### Task objective
The answer should be each line of the records that contains the word "الإمام"; please copy them all.
=== Input records ===
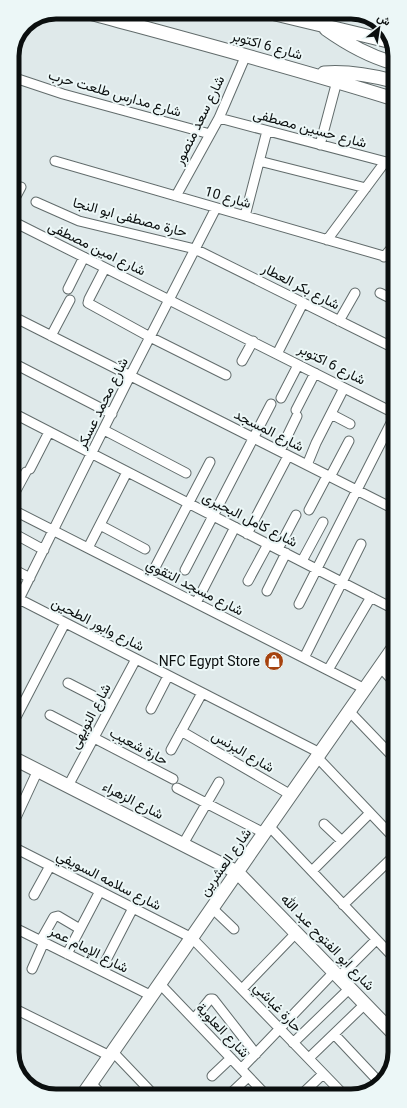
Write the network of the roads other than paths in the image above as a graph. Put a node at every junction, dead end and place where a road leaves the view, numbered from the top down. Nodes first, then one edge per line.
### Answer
1 (112, 19) edge
2 (294, 19) edge
3 (322, 26) junction
4 (384, 40) edge
5 (246, 55) junction
6 (388, 61) edge
7 (312, 74) junction
8 (19, 79) edge
9 (388, 80) edge
10 (337, 81) junction
11 (388, 97) edge
12 (219, 118) junction
13 (267, 131) junction
14 (210, 134) junction
15 (320, 145) junction
16 (55, 161) dead end
17 (259, 161) junction
18 (388, 162) edge
19 (388, 165) edge
20 (21, 187) dead end
21 (366, 188) junction
22 (19, 191) edge
23 (176, 196) junction
24 (36, 202) dead end
25 (216, 208) junction
26 (245, 216) junction
27 (19, 224) edge
28 (327, 240) junction
29 (195, 249) junction
30 (388, 252) edge
31 (84, 257) junction
32 (384, 257) junction
33 (388, 258) edge
34 (105, 268) junction
35 (68, 289) dead end
36 (355, 292) dead end
37 (380, 293) dead end
38 (388, 297) edge
39 (170, 299) junction
40 (70, 300) dead end
41 (303, 303) junction
42 (19, 320) edge
43 (339, 321) junction
44 (51, 336) junction
45 (150, 337) junction
46 (253, 341) junction
47 (388, 342) edge
48 (277, 354) junction
49 (242, 361) dead end
50 (298, 365) junction
51 (19, 367) edge
52 (315, 373) junction
53 (226, 375) dead end
54 (130, 376) junction
55 (344, 388) junction
56 (281, 398) dead end
57 (271, 404) dead end
58 (388, 410) edge
59 (112, 414) junction
60 (331, 414) junction
61 (19, 416) edge
62 (350, 424) dead end
63 (388, 429) edge
64 (104, 430) junction
65 (50, 432) junction
66 (254, 438) junction
67 (349, 441) dead end
68 (92, 454) junction
69 (284, 454) junction
70 (210, 462) dead end
71 (307, 465) junction
72 (127, 472) junction
73 (186, 473) dead end
74 (329, 476) junction
75 (19, 486) edge
76 (356, 490) junction
77 (188, 503) junction
78 (388, 506) edge
79 (309, 510) dead end
80 (19, 513) edge
81 (296, 515) dead end
82 (213, 516) junction
83 (323, 522) dead end
84 (100, 525) junction
85 (235, 527) junction
86 (54, 531) junction
87 (247, 534) junction
88 (19, 536) edge
89 (268, 544) junction
90 (360, 544) dead end
91 (88, 548) junction
92 (145, 549) dead end
93 (44, 550) junction
94 (282, 551) junction
95 (302, 561) junction
96 (316, 569) junction
97 (185, 570) dead end
98 (19, 572) edge
99 (30, 578) junction
100 (150, 579) junction
101 (248, 581) dead end
102 (342, 582) junction
103 (267, 591) dead end
104 (19, 594) edge
105 (371, 597) junction
106 (19, 600) edge
107 (196, 603) junction
108 (299, 604) dead end
109 (388, 606) edge
110 (65, 623) junction
111 (388, 656) edge
112 (304, 658) junction
113 (136, 659) junction
114 (380, 667) junction
115 (328, 670) junction
116 (168, 676) junction
117 (388, 676) edge
118 (68, 683) dead end
119 (365, 689) junction
120 (202, 693) junction
121 (111, 706) junction
122 (151, 708) dead end
123 (19, 711) edge
124 (349, 711) junction
125 (50, 715) dead end
126 (181, 731) junction
127 (94, 738) junction
128 (171, 750) dead end
129 (388, 753) edge
130 (319, 755) junction
131 (19, 761) edge
132 (38, 770) junction
133 (173, 779) dead end
134 (219, 782) dead end
135 (68, 786) junction
136 (177, 788) dead end
137 (291, 795) junction
138 (206, 804) junction
139 (19, 811) edge
140 (370, 813) junction
141 (324, 824) dead end
142 (266, 830) junction
143 (388, 832) edge
144 (342, 841) junction
145 (183, 844) junction
146 (19, 850) edge
147 (388, 862) edge
148 (50, 866) junction
149 (312, 871) junction
150 (237, 872) junction
151 (100, 891) junction
152 (34, 895) dead end
153 (344, 905) junction
154 (133, 908) junction
155 (212, 908) junction
156 (80, 929) junction
157 (234, 929) dead end
158 (19, 930) edge
159 (296, 933) junction
160 (192, 938) junction
161 (376, 940) junction
162 (42, 941) junction
163 (388, 953) edge
164 (67, 954) junction
165 (32, 969) dead end
166 (101, 970) junction
167 (336, 974) junction
168 (160, 984) junction
169 (350, 988) junction
170 (242, 990) junction
171 (152, 996) junction
172 (365, 1004) junction
173 (19, 1010) edge
174 (194, 1019) junction
175 (388, 1028) edge
176 (280, 1029) junction
177 (334, 1034) junction
178 (293, 1042) junction
179 (111, 1054) junction
180 (256, 1054) junction
181 (231, 1058) junction
182 (309, 1058) junction
183 (241, 1069) junction
184 (324, 1074) junction
185 (212, 1076) dead end
186 (248, 1076) junction
187 (376, 1079) edge
188 (91, 1083) junction
189 (87, 1089) edge
190 (97, 1089) edge
191 (148, 1089) edge
192 (234, 1089) edge
193 (260, 1089) edge
194 (308, 1089) edge
195 (336, 1089) edge

1 - 5 main road, شارع 6 اكتوبر
2 - 3 main road
3 - 4 main road
3 - 6 main road
5 - 7 main road, شارع 6 اكتوبر
5 - 12 street, شارع سعد منصور
7 - 9 main road
7 - 10 main road, شارع 6 اكتوبر
8 - 14 street, شارع مدارس طلعت حرب
10 - 11 main road, شارع 6 اكتوبر
10 - 15 street
12 - 13 street, شارع حسين مصطفى
12 - 14 street, شارع سعد منصور
13 - 15 street, شارع حسين مصطفى
13 - 17 street
14 - 23 street, شارع سعد منصور
15 - 18 street, شارع حسين مصطفى
16 - 23 street, شارع 10
17 - 21 street
17 - 26 street
19 - 21 street
20 - 22 street
21 - 28 street
23 - 25 street, شارع 10
24 - 29 street, حارة مصطفى ابو النجا
25 - 26 street, شارع 10
25 - 29 street, شارع محمد عسكر
26 - 28 street, شارع 10
27 - 31 street, شارع امين مصطفى
28 - 32 street, شارع 10
29 - 39 street, شارع محمد عسكر
29 - 41 street, شارع بكر العطار
30 - 32 street
31 - 34 street, شارع امين مصطفى
31 - 35 street
32 - 33 street, شارع 10
34 - 39 street, شارع امين مصطفى
34 - 45 street
36 - 43 street
37 - 38 street
39 - 45 street, شارع محمد عسكر
39 - 46 street, شارع 6 اكتوبر
40 - 44 street
41 - 43 street, شارع بكر العطار
41 - 48 street
42 - 44 street, شارع المسجد
43 - 47 street, شارع بكر العطار
44 - 54 street, شارع المسجد
45 - 53 street
45 - 54 street, شارع محمد عسكر
46 - 48 street, شارع 6 اكتوبر
46 - 49 street
48 - 50 street, شارع 6 اكتوبر
50 - 52 street, شارع 6 اكتوبر
50 - 56 street
51 - 59 street
52 - 55 street, شارع 6 اكتوبر
52 - 69 street
54 - 59 street, شارع محمد عسكر
54 - 66 street, شارع المسجد
55 - 58 street, شارع 6 اكتوبر
55 - 60 street
57 - 66 street
59 - 64 street, شارع محمد عسكر
60 - 62 street
60 - 71 street
61 - 65 street, شارع كامل البحيرى
63 - 76 street
64 - 68 street, شارع محمد عسكر
64 - 73 street
65 - 68 street, شارع كامل البحيرى
65 - 75 street
66 - 69 street, شارع المسجد
66 - 82 street
67 - 74 street
68 - 72 street, شارع كامل البحيرى
68 - 86 street, شارع محمد عسكر
69 - 71 street, شارع المسجد
69 - 87 street
70 - 77 street
71 - 74 street, شارع المسجد
72 - 77 street, شارع كامل البحيرى
72 - 84 street
74 - 76 street, شارع المسجد
74 - 79 street
76 - 78 street, شارع المسجد
76 - 96 street
77 - 82 street, شارع كامل البحيرى
77 - 100 street
80 - 86 street, شارع مسجد التقوي
81 - 94 street
82 - 85 street, شارع كامل البحيرى
82 - 97 street
83 - 95 street
84 - 91 street
84 - 92 street
85 - 87 street, شارع كامل البحيرى
85 - 107 street
86 - 91 street, شارع مسجد التقوي
86 - 93 street, شارع محمد عسكر
87 - 89 street, شارع كامل البحيرى
88 - 93 street
89 - 94 street, شارع كامل البحيرى
89 - 101 street
90 - 102 street
91 - 100 street, شارع مسجد التقوي
93 - 99 street, شارع محمد عسكر
94 - 95 street, شارع كامل البحيرى
94 - 103 street
95 - 96 street, شارع كامل البحيرى
96 - 102 street, شارع كامل البحيرى
96 - 108 street
98 - 99 street
99 - 104 street, شارع محمد عسكر
100 - 107 street, شارع مسجد التقوي
102 - 105 street, شارع كامل البحيرى
102 - 112 street
105 - 109 street, شارع كامل البحيرى
105 - 115 street
106 - 110 street, شارع وابور الطحين
107 - 112 street, شارع مسجد التقوي
110 - 113 street, شارع وابور الطحين
110 - 123 street
111 - 114 main road, شارع العشرين
112 - 115 street, شارع مسجد التقوي
113 - 116 street, شارع وابور الطحين
113 - 121 street, شارع النويهى
114 - 117 street
114 - 119 main road, شارع العشرين
115 - 119 street, شارع مسجد التقوي
116 - 120 street, شارع وابور الطحين
116 - 122 street
118 - 121 street
119 - 124 main road, شارع العشرين
120 - 126 street
120 - 130 street, شارع وابور الطحين
121 - 127 street, شارع النويهى
124 - 129 street
124 - 130 main road, شارع العشرين
125 - 127 street, حارة شعيب
126 - 128 street
126 - 137 street, شارع البرنس
127 - 133 street, حارة شعيب
127 - 135 street, شارع النويهى
130 - 137 main road, شارع العشرين
130 - 140 street, شارع وابور الطحين
131 - 132 main road, شارع الزهراء
132 - 135 main road, شارع الزهراء
132 - 139 street
134 - 138 street
135 - 145 main road, شارع الزهراء
136 - 138 street
137 - 142 main road, شارع العشرين
138 - 142 street
138 - 145 street
140 - 143 street, شارع وابور الطحين
140 - 144 street
141 - 144 street
142 - 149 street
142 - 150 main road, شارع العشرين
144 - 149 street
145 - 150 main road, شارع الزهراء
146 - 148 street, شارع سلامه السويفي
147 - 153 street
148 - 151 street, شارع سلامه السويفي
148 - 152 street
149 - 153 street
150 - 155 main road, شارع العشرين
150 - 159 main road, شارع ابو الفتوح عبد الله
151 - 154 street, شارع سلامه السويفي
151 - 156 street
153 - 161 street
154 - 160 street, شارع سلامه السويفي
154 - 166 street
155 - 157 street
155 - 160 main road, شارع العشرين
156 - 162 street
156 - 164 street
158 - 162 street, شارع الإمام عمر
159 - 167 main road, شارع ابو الفتوح عبد الله
159 - 170 street
160 - 168 main road, شارع العشرين
160 - 170 street, حارة غباشي
161 - 163 street
161 - 167 street
162 - 164 street, شارع الإمام عمر
162 - 165 street
164 - 166 street, شارع الإمام عمر
166 - 171 street, شارع الإمام عمر
167 - 169 main road, شارع ابو الفتوح عبد الله
167 - 176 street
168 - 171 main road, شارع العشرين
168 - 174 street, شارع العلوية
169 - 172 main road, شارع ابو الفتوح عبد الله
169 - 178 street
170 - 176 street, حارة غباشي
171 - 179 main road, شارع العشرين
172 - 175 main road, شارع ابو الفتوح عبد الله
172 - 177 street
173 - 179 street
174 - 180 street
174 - 181 street, شارع العلوية
176 - 178 street, حارة غباشي
176 - 180 street
177 - 182 street
177 - 187 street
178 - 182 street, حارة غباشي
179 - 188 main road, شارع العشرين
179 - 191 street
180 - 183 street
181 - 183 street, شارع العلوية
181 - 185 street
182 - 184 street, حارة غباشي
183 - 186 street, شارع العلوية
184 - 194 street
184 - 195 street, حارة غباشي
186 - 192 street
186 - 193 street, شارع العلوية
188 - 189 main road, شارع العشرين
188 - 190 street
===
### Result of the exercise
158 - 162 street, شارع الإمام عمر
162 - 164 street, شارع الإمام عمر
164 - 166 street, شارع الإمام عمر
166 - 171 street, شارع الإمام عمر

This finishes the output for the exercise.